- [Exercise instructions] Please repeat the entries word for word and keep the images out.

(Listed entries)

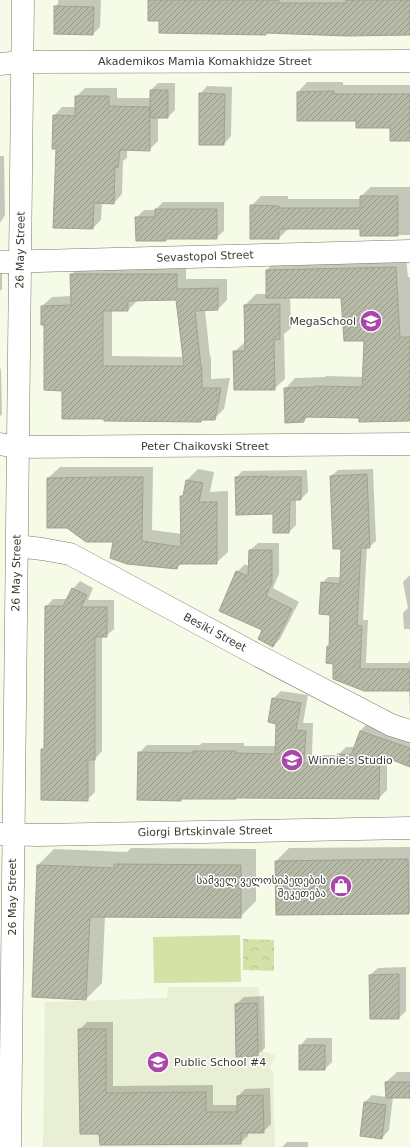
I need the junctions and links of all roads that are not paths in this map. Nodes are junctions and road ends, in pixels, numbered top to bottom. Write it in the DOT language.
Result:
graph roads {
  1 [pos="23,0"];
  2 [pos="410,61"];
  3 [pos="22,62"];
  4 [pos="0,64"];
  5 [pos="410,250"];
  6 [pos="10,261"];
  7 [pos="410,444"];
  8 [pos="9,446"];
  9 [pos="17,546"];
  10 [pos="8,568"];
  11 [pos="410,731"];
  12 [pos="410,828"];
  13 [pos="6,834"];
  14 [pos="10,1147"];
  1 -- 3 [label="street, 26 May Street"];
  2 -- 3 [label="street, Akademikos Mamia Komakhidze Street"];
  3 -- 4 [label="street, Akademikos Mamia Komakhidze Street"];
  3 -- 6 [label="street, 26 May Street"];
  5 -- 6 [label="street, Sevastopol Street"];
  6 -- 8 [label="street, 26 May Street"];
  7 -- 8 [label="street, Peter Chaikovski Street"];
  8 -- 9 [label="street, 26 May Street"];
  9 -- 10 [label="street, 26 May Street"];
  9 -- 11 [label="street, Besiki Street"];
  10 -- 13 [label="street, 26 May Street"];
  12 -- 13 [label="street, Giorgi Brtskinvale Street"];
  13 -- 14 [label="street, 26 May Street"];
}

(End Listed entries)

- [Reply]
I need the junctions and links of all roads that are not paths in this map. Nodes are junctions and road ends, in pixels, numbered top to bottom. Write it in the DOT language.
Result:
graph roads {
  1 [pos="23,0"];
  2 [pos="410,61"];
  3 [pos="22,62"];
  4 [pos="0,64"];
  5 [pos="410,250"];
  6 [pos="10,261"];
  7 [pos="410,444"];
  8 [pos="9,446"];
  9 [pos="17,546"];
  10 [pos="8,568"];
  11 [pos="410,731"];
  12 [pos="410,828"];
  13 [pos="6,834"];
  14 [pos="10,1147"];
  1 -- 3 [label="street, 26 May Street"];
  2 -- 3 [label="street, Akademikos Mamia Komakhidze Street"];
  3 -- 4 [label="street, Akademikos Mamia Komakhidze Street"];
  3 -- 6 [label="street, 26 May Street"];
  5 -- 6 [label="street, Sevastopol Street"];
  6 -- 8 [label="street, 26 May Street"];
  7 -- 8 [label="street, Peter Chaikovski Street"];
  8 -- 9 [label="street, 26 May Street"];
  9 -- 10 [label="street, 26 May Street"];
  9 -- 11 [label="street, Besiki Street"];
  10 -- 13 [label="street, 26 May Street"];
  12 -- 13 [label="street, Giorgi Brtskinvale Street"];
  13 -- 14 [label="street, 26 May Street"];
}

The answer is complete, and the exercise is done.